Dans ce contexte, un commerce dynamique s'établit durant quelques années après 1763 entre les îles françaises et les commerçants itinérants de la Nouvelle-Angleterre. Les autorités britanniques n'ont pas pu interrompre ces échanges, qui n'ont diminué qu'au moment où la demande de bois d'œuvre et de provisions de Saint-Pierre a été satisfaite au milieu des années 1760, lorsque la plupart des maisons, des entrepôts, des chafauds et des navires de pêche eurent été construits. Subséquemment, tous les biens d'importation encore requis seraient fournis par la flotte croissante de banquais de Saint-Malo.

Dès lors, des échanges de nature différente s'établiront entre Saint-Pierre et Terre-Neuve. Les Saint-Pierrais vont se rendre sur la côte sud pour y chasser et y couper du bois pour se chauffer et construire leurs vigneaux et leurs chafauds. Ils ont commencé aussi à acheter de la morue préparée par les colons terre-neuviens. Ces derniers étaient intéressés à ce commerce parce que les marchands de Saint-Pierre leur vendaient des provisions et de l'équipement à moitié prix de ce que leur demandaient les marchands britanniques de Terre-Neuve.
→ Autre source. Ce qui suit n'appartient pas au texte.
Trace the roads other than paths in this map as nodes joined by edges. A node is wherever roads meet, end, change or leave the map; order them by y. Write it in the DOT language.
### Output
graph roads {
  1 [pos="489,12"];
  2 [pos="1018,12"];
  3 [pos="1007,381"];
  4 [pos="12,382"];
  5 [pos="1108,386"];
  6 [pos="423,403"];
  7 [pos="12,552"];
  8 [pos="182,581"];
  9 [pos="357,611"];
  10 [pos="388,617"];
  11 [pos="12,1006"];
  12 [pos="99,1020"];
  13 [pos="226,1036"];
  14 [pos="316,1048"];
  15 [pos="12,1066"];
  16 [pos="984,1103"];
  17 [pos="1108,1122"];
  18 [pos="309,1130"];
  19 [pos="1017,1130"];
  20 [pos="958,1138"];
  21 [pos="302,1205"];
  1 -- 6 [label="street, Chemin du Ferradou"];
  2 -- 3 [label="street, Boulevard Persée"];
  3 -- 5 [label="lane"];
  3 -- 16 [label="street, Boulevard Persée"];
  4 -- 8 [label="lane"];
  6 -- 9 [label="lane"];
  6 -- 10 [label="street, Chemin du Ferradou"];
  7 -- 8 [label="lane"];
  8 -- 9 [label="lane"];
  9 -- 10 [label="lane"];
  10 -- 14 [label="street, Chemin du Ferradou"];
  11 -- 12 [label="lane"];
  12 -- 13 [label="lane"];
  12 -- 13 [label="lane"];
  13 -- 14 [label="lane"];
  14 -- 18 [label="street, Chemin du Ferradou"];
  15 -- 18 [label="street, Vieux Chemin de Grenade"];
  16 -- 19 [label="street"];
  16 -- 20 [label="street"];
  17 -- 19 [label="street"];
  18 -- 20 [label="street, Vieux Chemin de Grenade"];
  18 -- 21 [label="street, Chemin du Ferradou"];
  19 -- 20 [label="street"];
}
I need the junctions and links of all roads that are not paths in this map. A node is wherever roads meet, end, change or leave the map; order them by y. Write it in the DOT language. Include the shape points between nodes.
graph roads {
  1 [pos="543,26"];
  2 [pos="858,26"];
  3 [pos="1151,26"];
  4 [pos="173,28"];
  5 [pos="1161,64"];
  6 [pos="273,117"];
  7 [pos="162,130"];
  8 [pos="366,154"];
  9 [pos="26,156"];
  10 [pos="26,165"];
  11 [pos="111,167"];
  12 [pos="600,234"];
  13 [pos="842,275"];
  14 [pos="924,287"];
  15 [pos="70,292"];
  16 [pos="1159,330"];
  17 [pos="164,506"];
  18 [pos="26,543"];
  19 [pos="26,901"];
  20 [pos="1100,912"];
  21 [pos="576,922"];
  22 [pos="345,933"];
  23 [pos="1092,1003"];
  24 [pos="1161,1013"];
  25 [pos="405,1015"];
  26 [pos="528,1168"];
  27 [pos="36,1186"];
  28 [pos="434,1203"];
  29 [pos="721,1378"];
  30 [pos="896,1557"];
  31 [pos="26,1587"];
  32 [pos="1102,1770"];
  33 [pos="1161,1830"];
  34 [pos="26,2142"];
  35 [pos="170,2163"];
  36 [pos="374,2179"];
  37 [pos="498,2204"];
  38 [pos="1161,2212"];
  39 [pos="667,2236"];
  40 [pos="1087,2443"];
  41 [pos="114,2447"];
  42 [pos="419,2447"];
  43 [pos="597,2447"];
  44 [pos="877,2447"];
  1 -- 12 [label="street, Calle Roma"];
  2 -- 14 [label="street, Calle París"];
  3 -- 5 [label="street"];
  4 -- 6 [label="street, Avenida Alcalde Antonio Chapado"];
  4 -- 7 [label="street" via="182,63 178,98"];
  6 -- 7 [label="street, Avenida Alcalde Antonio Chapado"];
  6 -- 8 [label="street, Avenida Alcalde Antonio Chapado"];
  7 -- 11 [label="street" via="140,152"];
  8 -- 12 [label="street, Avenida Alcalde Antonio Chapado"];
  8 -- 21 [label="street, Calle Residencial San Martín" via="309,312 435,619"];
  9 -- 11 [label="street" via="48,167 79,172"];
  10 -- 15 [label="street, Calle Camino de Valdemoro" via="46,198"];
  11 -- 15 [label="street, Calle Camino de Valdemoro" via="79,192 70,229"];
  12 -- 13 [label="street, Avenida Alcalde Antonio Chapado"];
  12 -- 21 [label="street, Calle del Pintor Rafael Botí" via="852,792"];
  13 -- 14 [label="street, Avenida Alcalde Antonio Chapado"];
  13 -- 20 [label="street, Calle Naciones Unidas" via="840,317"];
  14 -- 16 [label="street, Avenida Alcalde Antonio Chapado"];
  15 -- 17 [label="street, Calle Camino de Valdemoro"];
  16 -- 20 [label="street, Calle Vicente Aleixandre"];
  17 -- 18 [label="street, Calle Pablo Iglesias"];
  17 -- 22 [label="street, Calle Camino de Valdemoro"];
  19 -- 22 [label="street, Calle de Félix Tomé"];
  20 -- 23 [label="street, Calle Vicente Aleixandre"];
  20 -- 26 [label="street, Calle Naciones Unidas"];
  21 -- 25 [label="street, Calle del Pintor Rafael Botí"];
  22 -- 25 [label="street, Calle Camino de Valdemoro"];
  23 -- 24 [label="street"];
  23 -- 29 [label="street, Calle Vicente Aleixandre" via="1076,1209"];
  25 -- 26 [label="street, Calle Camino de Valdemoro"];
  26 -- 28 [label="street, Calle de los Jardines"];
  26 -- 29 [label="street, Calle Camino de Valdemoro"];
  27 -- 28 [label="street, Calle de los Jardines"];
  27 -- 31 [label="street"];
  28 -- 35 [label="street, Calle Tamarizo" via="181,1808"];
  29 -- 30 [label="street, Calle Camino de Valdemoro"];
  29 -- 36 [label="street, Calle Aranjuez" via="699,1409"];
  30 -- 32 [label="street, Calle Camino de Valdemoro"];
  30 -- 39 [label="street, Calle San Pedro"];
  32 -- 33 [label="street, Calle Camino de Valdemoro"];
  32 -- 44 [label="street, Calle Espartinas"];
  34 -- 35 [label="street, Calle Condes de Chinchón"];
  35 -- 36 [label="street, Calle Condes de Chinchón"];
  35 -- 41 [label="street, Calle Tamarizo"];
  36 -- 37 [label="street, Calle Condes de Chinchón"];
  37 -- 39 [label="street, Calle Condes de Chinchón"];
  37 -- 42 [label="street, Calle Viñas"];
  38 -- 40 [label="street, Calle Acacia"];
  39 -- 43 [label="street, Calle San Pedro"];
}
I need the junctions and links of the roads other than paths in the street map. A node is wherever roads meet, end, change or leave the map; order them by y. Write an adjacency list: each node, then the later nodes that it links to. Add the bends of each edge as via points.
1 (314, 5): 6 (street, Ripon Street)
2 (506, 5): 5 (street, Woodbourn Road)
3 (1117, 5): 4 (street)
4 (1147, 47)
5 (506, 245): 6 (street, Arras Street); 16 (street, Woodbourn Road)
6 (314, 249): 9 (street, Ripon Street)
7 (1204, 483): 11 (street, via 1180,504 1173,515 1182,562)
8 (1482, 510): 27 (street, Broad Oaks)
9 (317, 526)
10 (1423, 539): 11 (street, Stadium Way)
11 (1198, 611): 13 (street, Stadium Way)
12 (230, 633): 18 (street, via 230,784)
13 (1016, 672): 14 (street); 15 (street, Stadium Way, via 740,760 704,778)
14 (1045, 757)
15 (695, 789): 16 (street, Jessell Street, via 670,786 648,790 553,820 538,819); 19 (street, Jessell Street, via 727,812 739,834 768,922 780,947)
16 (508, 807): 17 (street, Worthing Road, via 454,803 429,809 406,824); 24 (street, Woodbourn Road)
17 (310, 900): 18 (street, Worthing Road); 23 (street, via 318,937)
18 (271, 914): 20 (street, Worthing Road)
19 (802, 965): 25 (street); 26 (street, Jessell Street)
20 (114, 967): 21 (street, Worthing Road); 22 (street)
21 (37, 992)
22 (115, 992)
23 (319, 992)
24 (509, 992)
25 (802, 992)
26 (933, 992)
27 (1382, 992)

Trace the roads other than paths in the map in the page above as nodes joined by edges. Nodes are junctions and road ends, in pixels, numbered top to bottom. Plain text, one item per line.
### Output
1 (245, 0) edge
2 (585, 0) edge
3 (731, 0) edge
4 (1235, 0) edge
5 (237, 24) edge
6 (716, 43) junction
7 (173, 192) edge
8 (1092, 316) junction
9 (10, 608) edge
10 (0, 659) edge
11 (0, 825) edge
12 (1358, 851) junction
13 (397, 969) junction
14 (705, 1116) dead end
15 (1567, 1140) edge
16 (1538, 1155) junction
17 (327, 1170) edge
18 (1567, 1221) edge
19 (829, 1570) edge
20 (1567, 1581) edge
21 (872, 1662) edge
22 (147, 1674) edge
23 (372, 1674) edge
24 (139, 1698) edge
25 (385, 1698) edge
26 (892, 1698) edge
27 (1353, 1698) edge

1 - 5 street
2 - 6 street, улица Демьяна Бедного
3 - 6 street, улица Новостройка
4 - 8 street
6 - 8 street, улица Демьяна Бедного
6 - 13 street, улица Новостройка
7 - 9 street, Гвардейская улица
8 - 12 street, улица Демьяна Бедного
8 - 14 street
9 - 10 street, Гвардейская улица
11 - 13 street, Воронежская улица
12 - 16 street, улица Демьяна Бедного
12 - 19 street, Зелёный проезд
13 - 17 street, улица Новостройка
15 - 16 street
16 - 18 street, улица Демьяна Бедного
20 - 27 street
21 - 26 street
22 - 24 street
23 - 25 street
En plus du commerce, des liens culturels favorisaient les rapprochements entre les Français de Saint-Pierre et les résidents des côtes voisines de Terre-Neuve. En 1759, la baie de Plaisance était devenue la région la plus irlandaise de Terre-Neuve. Ses habitants étaient tous catholiques, une religion dont la pratique sera interdite à Terre-Neuve jusqu'en 1784. Même alors, faute du clergé requis, les résidents irlandais de la péninsule de Burin et de la côte sud se rendaient célébrer mariages et baptêmes à Saint-Pierre.

Guerre et évacuation

Malgré leurs efforts, les Britanniques ne sont pas parvenus à décourager ces relations, qui n'ont été interrompues qu'au moment où l'éclatement de la guerre a forcé l'évacuation des îles. Cette situation est survenue à deux reprises : d'abord en 1778, lorsqu'une guerre larvée entre l'Angleterre et la France a amené John Montagu, le gouverneur de Terre-Neuve, à mener une offensive contre l'archipel français; puis en 1793, au début de la Révolution française et des guerres napoléoniennes, lorsqu'un détachement de Halifax, sous le commandement du capitaine William Affleck, a pris possession des îles.

Le gouverneur John Montagu (1719-1795), s.d.
Le gouverneur John Montagu (1719-1795), s.d.
Montagu a dirigé une offensive contre l'archipel français en 1778.
Peinture de  Richard Cosway (1742-1821). Reproduction autorisée sous licence dans le domaine public par Wikimedia Commons

Dans le premier cas, les habitants ont été renvoyés en France et leurs maisons ont été détruites. Cette évacuation s'est révélée de courte durée : l'archipel a été rendu à la France en 1783, et sa population autorisée à y revenir. Dans le second cas, seuls les pêcheurs saisonniers et la garnison ont été exilés immédiatement; les 950 habitants ont pu y rester jusqu'en 1794, année où on leur a ordonné de partir. L'archipel a alors été saisi et ses installations ont été utilisées par des pêcheurs anglais jusqu'à l'apparition en 1796 d'une escadre française commandée par le contre-amiral De Richery. Ce fut alors au tour des Anglais d'abandonner l'archipel, et des Français de détruire la ville. Les îles allaient rester désertes jusqu'en 1816, lorsque leur possession par la France a été rétablie, de concert avec une population résidente. Ce n'est qu'à partir de ce moment que l'archipel de Saint-Pierre et Miquelon a été en mesure de jouer son rôle voulu de soutien d'une pêche résidente locale tout en servant d'établissement pour la flotte de pêche française en Amérique du Nord.